> Dataset items
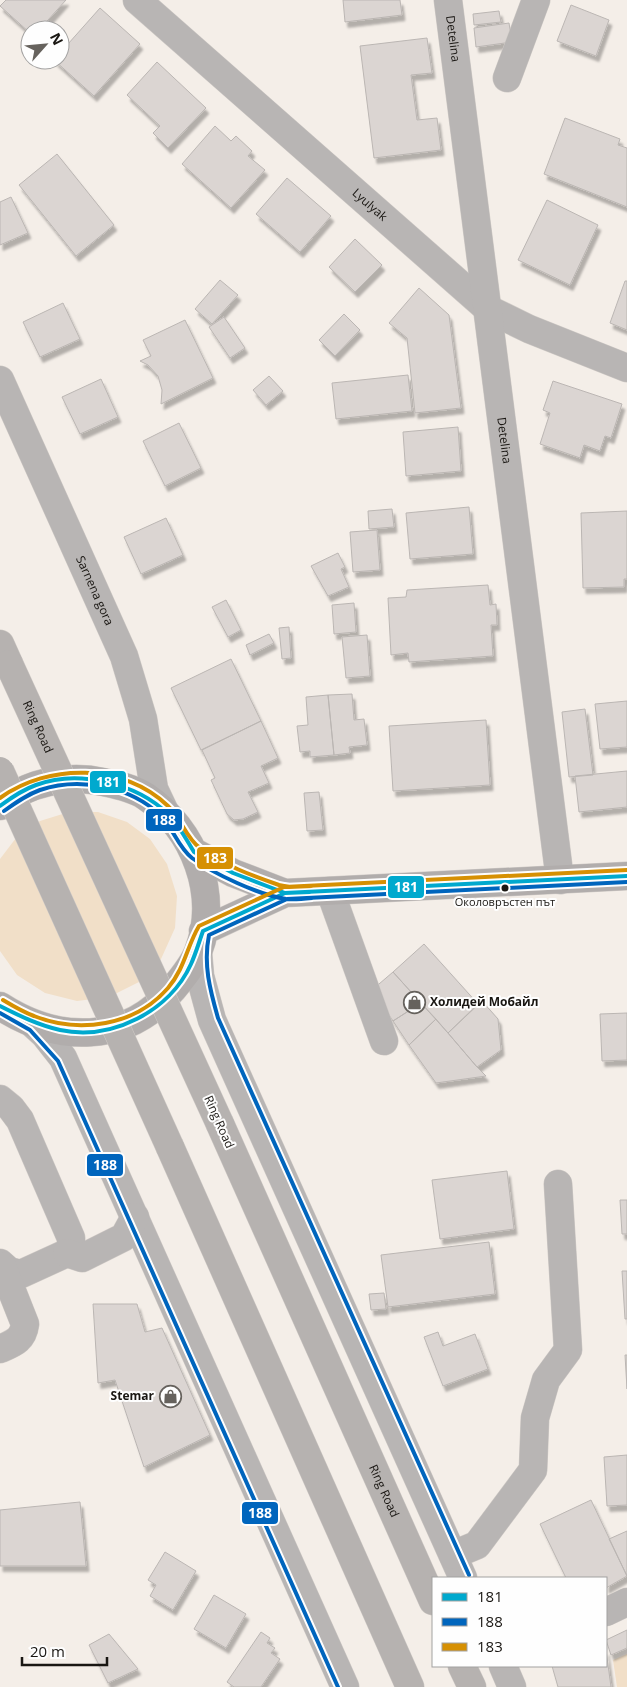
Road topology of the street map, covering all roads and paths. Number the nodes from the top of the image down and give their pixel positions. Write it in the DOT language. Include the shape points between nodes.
graph roads {
  1 [pos="137,0"];
  2 [pos="448,0"];
  3 [pos="536,0"];
  4 [pos="507,78"];
  5 [pos="488,309"];
  6 [pos="627,368"];
  7 [pos="0,380"];
  8 [pos="4,654"];
  9 [pos="0,770"];
  10 [pos="0,806"];
  11 [pos="164,810"];
  12 [pos="194,852"];
  13 [pos="627,876"];
  14 [pos="560,880"];
  15 [pos="330,891"];
  16 [pos="285,893"];
  17 [pos="201,942"];
  18 [pos="0,1006"];
  19 [pos="34,1025"];
  20 [pos="384,1041"];
  21 [pos="0,1099"];
  22 [pos="558,1184"];
  23 [pos="135,1217"];
  24 [pos="66,1253"];
  25 [pos="1,1264"];
  26 [pos="0,1349"];
  27 [pos="458,1567"];
  28 [pos="432,1599"];
  29 [pos="627,1602"];
  30 [pos="607,1612"];
  31 [pos="462,1667"];
  32 [pos="503,1667"];
  33 [pos="345,1687"];
  34 [pos="410,1687"];
  35 [pos="472,1687"];
  36 [pos="512,1687"];
  1 -- 5 [label="street, Lyulyak"];
  2 -- 5 [label="street, Detelina"];
  3 -- 4 [label="street"];
  5 -- 6 [label="street, Lyulyak"];
  5 -- 14 [label="street, Detelina"];
  7 -- 11 [label="street, Sarnena gora" via="124,656 143,719 154,789"];
  8 -- 28 [label="highway, Ring Road, bridge" via="220,1124"];
  9 -- 34 [label="highway, bridge"];
  10 -- 11 [label="main road" via="26,789 71,778 123,786 144,795"];
  11 -- 12 [label="main road"];
  12 -- 16 [label="main road" via="233,873"];
  12 -- 17 [label="main road" via="203,876 206,904"];
  13 -- 14 [label="main road"];
  14 -- 15 [label="main road"];
  15 -- 16 [label="main road"];
  15 -- 20 [label="street"];
  16 -- 17 [label="main road"];
  17 -- 19 [label="main road" via="183,977 147,1014 99,1032 77,1033"];
  17 -- 27 [label="street" via="200,976 212,1020"];
  18 -- 19 [label="main road"];
  19 -- 23 [label="street" via="63,1058"];
  21 -- 24 [label="street" via="20,1120 66,1224 71,1245"];
  22 -- 27 [label="street" via="568,1350 546,1380 535,1418 533,1470"];
  23 -- 24 [label="street" via="124,1237 82,1258"];
  23 -- 33 [label="street"];
  24 -- 25 [label="street" via="21,1274"];
  25 -- 26 [label="street" via="25,1324 24,1334 18,1341"];
  29 -- 30 [label="street"];
  31 -- 35 [label="highway"];
  32 -- 36 [label="street"];
}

> WORK INSTRUCTION
Wherever a line of the entries holds the string "bridge", copy that line.

> EXPECTED ANSWER
  8 -- 28 [label="highway, Ring Road, bridge" via="220,1124"];
  9 -- 34 [label="highway, bridge"];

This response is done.